▶ _WHAT TO WORK ON_
The records that follow are to be given again exactly. Do not carry over any image.

Segment Start: PROVIDED RECORDS

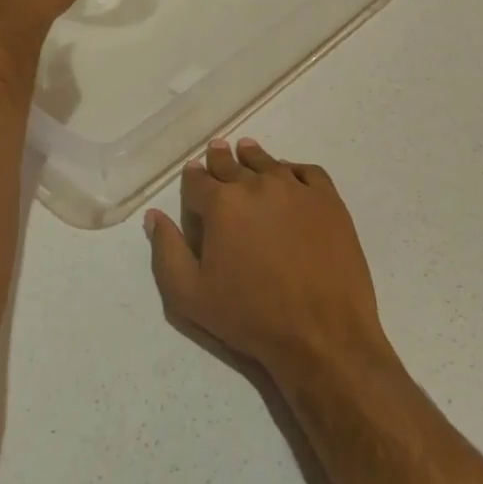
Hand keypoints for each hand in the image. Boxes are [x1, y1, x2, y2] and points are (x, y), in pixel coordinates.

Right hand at [147, 138, 388, 383]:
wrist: (322, 333)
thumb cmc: (251, 316)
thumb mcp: (190, 296)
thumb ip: (167, 251)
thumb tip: (154, 216)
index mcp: (221, 204)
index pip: (197, 180)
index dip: (192, 178)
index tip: (192, 174)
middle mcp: (257, 185)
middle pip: (231, 164)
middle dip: (220, 159)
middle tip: (216, 150)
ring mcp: (296, 189)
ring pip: (268, 162)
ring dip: (253, 157)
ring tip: (247, 151)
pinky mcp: (328, 200)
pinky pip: (307, 171)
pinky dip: (293, 168)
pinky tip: (289, 173)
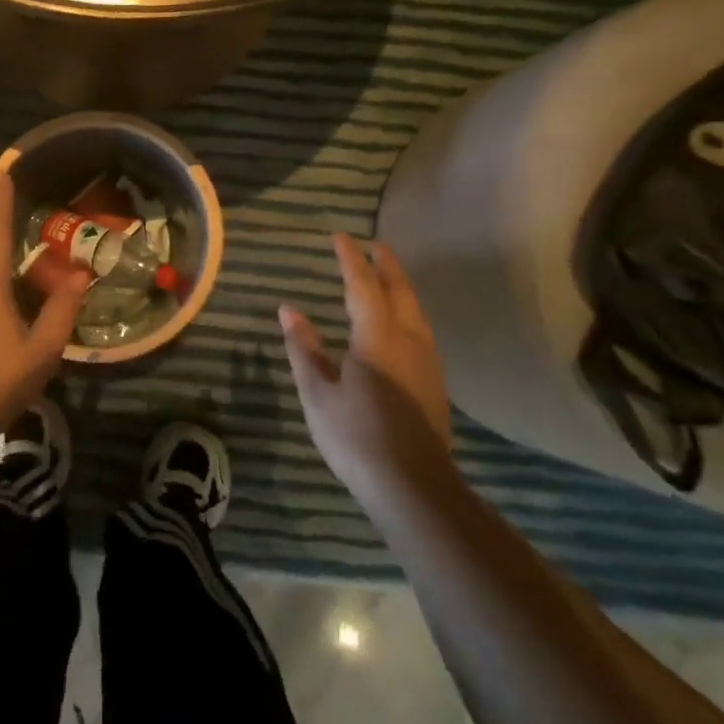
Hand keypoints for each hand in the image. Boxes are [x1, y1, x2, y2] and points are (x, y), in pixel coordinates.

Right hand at [280, 234, 452, 499]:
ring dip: (401, 286)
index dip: (350, 260)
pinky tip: (400, 322)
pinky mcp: (434, 382)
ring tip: (387, 275)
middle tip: (375, 245)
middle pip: (400, 291)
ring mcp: (427, 361)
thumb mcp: (317, 393)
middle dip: (387, 265)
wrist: (413, 486)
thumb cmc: (356, 437)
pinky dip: (408, 310)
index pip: (362, 286)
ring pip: (416, 310)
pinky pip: (421, 329)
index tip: (340, 237)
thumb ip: (304, 348)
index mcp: (377, 337)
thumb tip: (289, 310)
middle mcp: (408, 340)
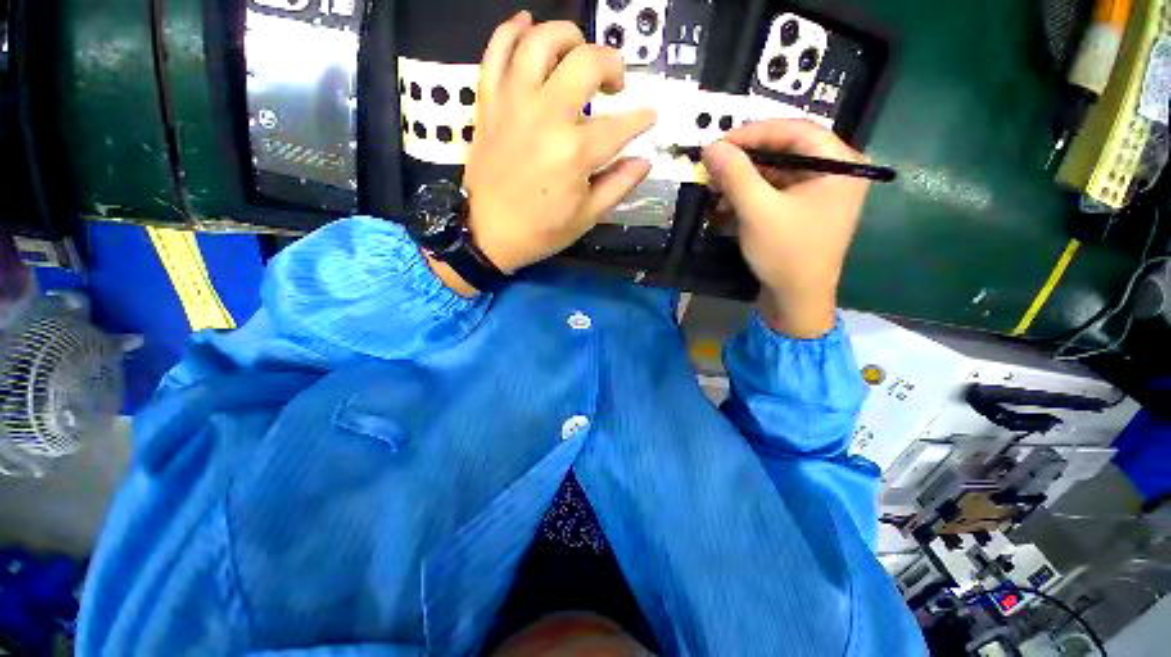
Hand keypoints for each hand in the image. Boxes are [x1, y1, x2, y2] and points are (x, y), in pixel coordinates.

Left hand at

Segment End: PROVIDED RECORDS

▶ _EXERCISE ANSWER_
Hand keypoints for each hand in the image. Boxes are [x1, y1, x2, y2] and points are (x, y), in pixel coordinates.

Right hand at [147, 138, 388, 383]:
wrist: (322, 333)
thumb cmc: (251, 316)
thumb mcp: (190, 296)
thumb ip: (167, 251)
thumb tip: (154, 216)
index mcp: (221, 204)
index pip: (197, 180)
index dip: (192, 178)
index tip: (192, 174)
middle mcp: (257, 185)
middle pip: (231, 164)
middle dip: (220, 159)
middle tip: (216, 150)
ring mcp: (296, 189)
ring pip: (268, 162)
ring dip: (253, 157)
ring tip: (247, 151)
pinky mcp: (328, 200)
pinky pip: (307, 171)
pinky dip: (293, 168)
pinky tip: (289, 173)
Hand keypoints for each hand in the image. Boxes are [x1, y1, x2, y2] and points are (x, y), in pixel coordinates.

Right hand at [280, 234, 452, 499]:
ring dip: (401, 286)
index dip: (350, 260)
pinky tip: (400, 322)
pinky mcp: (434, 382)
ring tip: (387, 275)
middle tip: (375, 245)
middle pip: (400, 291)
ring mcp: (427, 361)
thumb mcp: (317, 393)
middle dip: (387, 265)
wrist: (413, 486)
thumb cmc: (356, 437)
pinky dip: (408, 310)
index pip: (362, 286)
ring pip: (416, 310)
pinky pip: (421, 329)
index tip: (340, 237)
thumb ip: (304, 348)
index mcp: (377, 337)
thumb tip: (289, 310)
middle mcp: (408, 340)
Hand keypoints for each hand in the image. Boxes are [x1, y1, x2, y2] and points are (x, y), in pixel coordinates.

Left hand at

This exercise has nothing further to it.